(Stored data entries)
____

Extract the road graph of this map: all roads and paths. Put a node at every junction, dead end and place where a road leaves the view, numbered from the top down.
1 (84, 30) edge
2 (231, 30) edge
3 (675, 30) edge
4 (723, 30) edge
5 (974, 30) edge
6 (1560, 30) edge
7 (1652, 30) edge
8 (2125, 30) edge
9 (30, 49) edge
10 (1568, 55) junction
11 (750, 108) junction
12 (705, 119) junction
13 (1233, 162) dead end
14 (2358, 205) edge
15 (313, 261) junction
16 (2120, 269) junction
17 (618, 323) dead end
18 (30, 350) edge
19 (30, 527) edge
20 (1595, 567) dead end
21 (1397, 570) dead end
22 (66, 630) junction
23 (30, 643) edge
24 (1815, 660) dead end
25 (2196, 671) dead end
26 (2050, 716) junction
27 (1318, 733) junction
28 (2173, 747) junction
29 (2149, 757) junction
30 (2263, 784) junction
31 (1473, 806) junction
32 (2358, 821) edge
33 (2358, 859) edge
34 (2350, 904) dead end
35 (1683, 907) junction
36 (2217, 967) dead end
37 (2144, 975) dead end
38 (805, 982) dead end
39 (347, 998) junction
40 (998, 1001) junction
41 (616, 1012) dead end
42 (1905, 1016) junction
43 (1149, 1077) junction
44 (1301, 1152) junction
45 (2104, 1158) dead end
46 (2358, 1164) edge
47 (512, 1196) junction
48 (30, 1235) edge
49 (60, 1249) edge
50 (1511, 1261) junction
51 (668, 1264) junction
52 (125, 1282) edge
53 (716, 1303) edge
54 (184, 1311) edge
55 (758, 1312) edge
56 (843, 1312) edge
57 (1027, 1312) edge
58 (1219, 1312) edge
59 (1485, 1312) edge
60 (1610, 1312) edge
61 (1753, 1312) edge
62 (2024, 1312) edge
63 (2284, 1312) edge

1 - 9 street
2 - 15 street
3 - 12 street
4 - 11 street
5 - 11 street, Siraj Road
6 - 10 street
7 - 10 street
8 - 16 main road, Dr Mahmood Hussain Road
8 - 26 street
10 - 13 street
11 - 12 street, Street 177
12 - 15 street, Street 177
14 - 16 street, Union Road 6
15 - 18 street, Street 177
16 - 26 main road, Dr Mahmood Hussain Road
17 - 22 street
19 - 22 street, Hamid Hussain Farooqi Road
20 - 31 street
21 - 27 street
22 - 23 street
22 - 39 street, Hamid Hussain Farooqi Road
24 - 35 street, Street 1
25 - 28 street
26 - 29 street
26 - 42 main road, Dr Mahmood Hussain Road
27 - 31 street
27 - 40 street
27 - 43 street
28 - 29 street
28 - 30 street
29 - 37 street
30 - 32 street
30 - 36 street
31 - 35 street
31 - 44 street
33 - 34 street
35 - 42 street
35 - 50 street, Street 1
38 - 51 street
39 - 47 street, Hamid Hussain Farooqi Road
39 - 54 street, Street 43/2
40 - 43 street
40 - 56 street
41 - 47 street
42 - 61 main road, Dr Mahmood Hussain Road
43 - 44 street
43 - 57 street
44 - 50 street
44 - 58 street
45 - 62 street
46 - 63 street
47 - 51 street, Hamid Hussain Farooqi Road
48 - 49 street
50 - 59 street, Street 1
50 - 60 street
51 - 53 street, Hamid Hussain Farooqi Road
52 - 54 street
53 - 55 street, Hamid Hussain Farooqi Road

____

● **EXERCISE AIM**
Keeping every word in place, restate the entries above.

● **RESPONSE TO THIS EXERCISE**
Extract the road graph of this map: all roads and paths. Put a node at every junction, dead end and place where a road leaves the view, numbered from the top down.
1 (84, 30) edge
2 (231, 30) edge
3 (675, 30) edge
4 (723, 30) edge
5 (974, 30) edge
6 (1560, 30) edge
7 (1652, 30) edge
8 (2125, 30) edge
9 (30, 49) edge
10 (1568, 55) junction
11 (750, 108) junction
12 (705, 119) junction
13 (1233, 162) dead end
14 (2358, 205) edge
15 (313, 261) junction
16 (2120, 269) junction
17 (618, 323) dead end
18 (30, 350) edge
19 (30, 527) edge
20 (1595, 567) dead end
21 (1397, 570) dead end
22 (66, 630) junction
23 (30, 643) edge
24 (1815, 660) dead end
25 (2196, 671) dead end
26 (2050, 716) junction
27 (1318, 733) junction
28 (2173, 747) junction
29 (2149, 757) junction
30 (2263, 784) junction
31 (1473, 806) junction
32 (2358, 821) edge
33 (2358, 859) edge
34 (2350, 904) dead end
35 (1683, 907) junction
36 (2217, 967) dead end
37 (2144, 975) dead end
38 (805, 982) dead end
39 (347, 998) junction
40 (998, 1001) junction
41 (616, 1012) dead end
42 (1905, 1016) junction
43 (1149, 1077) junction
44 (1301, 1152) junction
45 (2104, 1158) dead end
46 (2358, 1164) edge
47 (512, 1196) junction
48 (30, 1235) edge
49 (60, 1249) edge
50 (1511, 1261) junction
51 (668, 1264) junction
52 (125, 1282) edge
53 (716, 1303) edge
54 (184, 1311) edge
55 (758, 1312) edge
56 (843, 1312) edge
57 (1027, 1312) edge
58 (1219, 1312) edge
59 (1485, 1312) edge
60 (1610, 1312) edge
61 (1753, 1312) edge
62 (2024, 1312) edge
63 (2284, 1312) edge

1 - 9 street
2 - 15 street
3 - 12 street
4 - 11 street
5 - 11 street, Siraj Road
6 - 10 street
7 - 10 street
8 - 16 main road, Dr Mahmood Hussain Road
8 - 26 street
10 - 13 street
11 - 12 street, Street 177
12 - 15 street, Street 177
14 - 16 street, Union Road 6
15 - 18 street, Street 177
16 - 26 main road, Dr Mahmood Hussain Road
17 - 22 street
19 - 22 street, Hamid Hussain Farooqi Road
20 - 31 street
21 - 27 street
22 - 23 street
22 - 39 street, Hamid Hussain Farooqi Road
24 - 35 street, Street 1
25 - 28 street
26 - 29 street
26 - 42 main road, Dr Mahmood Hussain Road
27 - 31 street
27 - 40 street
27 - 43 street
28 - 29 street
28 - 30 street
29 - 37 street
30 - 32 street
30 - 36 street
31 - 35 street
31 - 44 street
33 - 34 street
35 - 42 street
35 - 50 street, Street 1
38 - 51 street
39 - 47 street, Hamid Hussain Farooqi Road
39 - 54 street, Street 43/2
40 - 43 street
40 - 56 street
41 - 47 street
42 - 61 main road, Dr Mahmood Hussain Road
43 - 44 street
43 - 57 street
44 - 50 street
44 - 58 street
45 - 62 street
46 - 63 street
47 - 51 street, Hamid Hussain Farooqi Road
48 - 49 street
50 - 59 street, Street 1
50 - 60 street
51 - 53 street, Hamid Hussain Farooqi Road
52 - 54 street
53 - 55 street, Hamid Hussain Farooqi Road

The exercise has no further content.